I understand there are memory optimizations / memory overhead involved, but after performing these tests I don't see how SizeEstimator
can be used to get a sufficiently good estimate of the dataframe size (and consequently of the partition size, or resulting Parquet file sizes).
What is the appropriate way (if any) to apply SizeEstimator
in order to get a good estimate of a dataframe size or of its partitions? If there isn't any, what is the suggested approach here?
Upvotes: 54
Views: 70539
Reputation: 11
Based on hyriu's answer and 100chou's answer, I have created a PySpark helper library RepartiPy.
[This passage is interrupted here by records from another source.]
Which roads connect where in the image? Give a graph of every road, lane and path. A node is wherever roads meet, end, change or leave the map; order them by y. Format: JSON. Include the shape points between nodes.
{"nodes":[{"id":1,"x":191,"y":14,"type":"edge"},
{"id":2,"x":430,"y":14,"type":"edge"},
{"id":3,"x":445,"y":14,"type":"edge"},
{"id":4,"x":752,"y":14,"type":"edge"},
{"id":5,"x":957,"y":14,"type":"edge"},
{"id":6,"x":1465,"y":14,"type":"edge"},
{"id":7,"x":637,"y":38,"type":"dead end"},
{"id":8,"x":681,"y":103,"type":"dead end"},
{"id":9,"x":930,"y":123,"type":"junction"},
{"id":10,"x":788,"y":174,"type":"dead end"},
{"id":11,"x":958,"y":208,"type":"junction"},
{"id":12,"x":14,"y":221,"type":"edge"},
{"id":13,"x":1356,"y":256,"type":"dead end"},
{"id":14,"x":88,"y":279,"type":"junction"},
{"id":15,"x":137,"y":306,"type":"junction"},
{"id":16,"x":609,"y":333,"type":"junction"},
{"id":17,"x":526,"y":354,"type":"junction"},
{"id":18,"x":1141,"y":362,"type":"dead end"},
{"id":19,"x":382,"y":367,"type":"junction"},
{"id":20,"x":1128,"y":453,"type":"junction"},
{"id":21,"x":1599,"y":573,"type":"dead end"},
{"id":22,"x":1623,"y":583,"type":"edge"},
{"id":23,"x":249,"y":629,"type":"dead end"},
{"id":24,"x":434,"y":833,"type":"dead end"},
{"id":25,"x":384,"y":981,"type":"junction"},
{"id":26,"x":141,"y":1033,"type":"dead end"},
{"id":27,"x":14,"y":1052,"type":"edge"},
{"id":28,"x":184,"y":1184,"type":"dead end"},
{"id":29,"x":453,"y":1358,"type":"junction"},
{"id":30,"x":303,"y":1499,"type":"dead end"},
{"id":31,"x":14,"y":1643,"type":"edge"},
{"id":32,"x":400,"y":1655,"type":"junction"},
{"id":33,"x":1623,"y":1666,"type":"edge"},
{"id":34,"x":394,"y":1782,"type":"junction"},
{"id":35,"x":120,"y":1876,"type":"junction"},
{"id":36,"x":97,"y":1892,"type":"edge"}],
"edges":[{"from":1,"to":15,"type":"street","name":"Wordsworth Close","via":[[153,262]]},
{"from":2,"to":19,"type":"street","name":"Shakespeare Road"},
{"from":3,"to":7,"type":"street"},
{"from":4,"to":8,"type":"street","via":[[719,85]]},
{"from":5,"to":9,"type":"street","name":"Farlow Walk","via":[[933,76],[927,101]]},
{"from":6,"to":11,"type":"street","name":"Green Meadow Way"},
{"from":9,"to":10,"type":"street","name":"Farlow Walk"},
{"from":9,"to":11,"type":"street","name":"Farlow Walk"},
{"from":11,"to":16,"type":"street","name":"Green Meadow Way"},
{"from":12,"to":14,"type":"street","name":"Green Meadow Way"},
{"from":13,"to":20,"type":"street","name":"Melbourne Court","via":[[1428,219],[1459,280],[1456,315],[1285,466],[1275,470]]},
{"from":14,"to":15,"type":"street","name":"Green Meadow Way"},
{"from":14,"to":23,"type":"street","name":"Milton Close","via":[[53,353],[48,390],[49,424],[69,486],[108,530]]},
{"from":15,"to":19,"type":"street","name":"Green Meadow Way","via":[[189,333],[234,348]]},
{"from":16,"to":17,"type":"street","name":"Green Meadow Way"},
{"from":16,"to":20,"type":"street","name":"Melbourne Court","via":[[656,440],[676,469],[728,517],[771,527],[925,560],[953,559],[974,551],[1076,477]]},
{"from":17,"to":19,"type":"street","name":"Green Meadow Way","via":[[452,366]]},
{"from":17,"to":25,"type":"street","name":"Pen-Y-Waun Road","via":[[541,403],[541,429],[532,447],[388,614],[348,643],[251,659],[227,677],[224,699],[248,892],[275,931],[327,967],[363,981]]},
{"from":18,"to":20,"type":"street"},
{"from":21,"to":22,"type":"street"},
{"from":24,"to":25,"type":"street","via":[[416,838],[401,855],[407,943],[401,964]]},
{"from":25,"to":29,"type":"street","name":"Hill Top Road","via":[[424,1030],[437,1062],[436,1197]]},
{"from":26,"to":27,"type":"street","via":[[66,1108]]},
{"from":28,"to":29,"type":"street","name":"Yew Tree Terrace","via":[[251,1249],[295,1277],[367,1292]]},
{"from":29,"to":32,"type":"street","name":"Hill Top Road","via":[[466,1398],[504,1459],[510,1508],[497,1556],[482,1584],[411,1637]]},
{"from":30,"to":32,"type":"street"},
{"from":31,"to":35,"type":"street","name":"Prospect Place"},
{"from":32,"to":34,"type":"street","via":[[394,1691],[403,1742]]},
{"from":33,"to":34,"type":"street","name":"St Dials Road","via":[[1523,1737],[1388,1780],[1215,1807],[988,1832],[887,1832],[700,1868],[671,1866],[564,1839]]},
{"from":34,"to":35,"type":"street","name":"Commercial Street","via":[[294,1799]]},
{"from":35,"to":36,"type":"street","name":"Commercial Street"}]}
Now you can easily get the optimal number of partitions
and do a repartition based on that value as follows:
import repartipy
one_gib_in_bytes = 1073741824
# Use this if you have enough (executor) memory to cache the whole DataFrame
# If you have NOT enough memory (i.e. too large DataFrame), use 'repartipy.SamplingSizeEstimator' instead.
with repartipy.SizeEstimator(spark=spark, df=df) as se:
desired_partition_count = se.get_desired_partition_count(desired_partition_size_in_bytes=one_gib_in_bytes)
# do your repartition & write
se.reproduce().repartition(desired_partition_count).write.save("your/write/path")
Please see the docs for more details.
Upvotes: 0
Reputation: 106
Answering here because I don't have enough rep to comment on the accepted answer.
As of this commit on Spark core, the method executionPlan asks for two parameters, the logicalPlan and mode.
Adding to hyriu`s answer, for PySpark:
df.cache().foreach(lambda x: x)
spark._jsparkSession.sessionState() \
.executePlan(
df._jdf.queryExecution().logical(),
df._jdf.queryExecution().mode()
).optimizedPlan() \
.stats() \
.sizeInBytes()
Upvotes: 7
Reputation: 1416
Unfortunately, I was not able to get reliable estimates from SizeEstimator
, but I could find another strategy - if the dataframe is cached, we can extract its size from queryExecution
as follows:
df.cache.foreach(_ => ())
val catalyst_plan = df.queryExecution.logical
val df_size_in_bytes = spark.sessionState.executePlan(
catalyst_plan).optimizedPlan.stats.sizeInBytes
For the example dataframe, this gives exactly 4.8GB (which also corresponds to the file size when writing to an uncompressed Parquet table).
This has the disadvantage that the dataframe needs to be cached, but it is not a problem in my case.
EDIT: Replaced df.cache.foreach(_=>_)
by df.cache.foreach(_ => ())
, thanks to @DavidBenedeki for pointing it out in the comments.
Upvotes: 44
Reputation: 159
My suggestion is
from sys import getsizeof
def compare_size_two_object(one, two):
'''compare size of two files in bites'''
print(getsizeof(one), 'versus', getsizeof(two))
Upvotes: -3
Reputation: 29185
Apart from Size estimator, which you have already tried(good insight)..
below is another option
RDDInfo[] getRDDStorageInfo()
Return information about what RDDs are cached, if they are in mem or on both, how much space they take, etc.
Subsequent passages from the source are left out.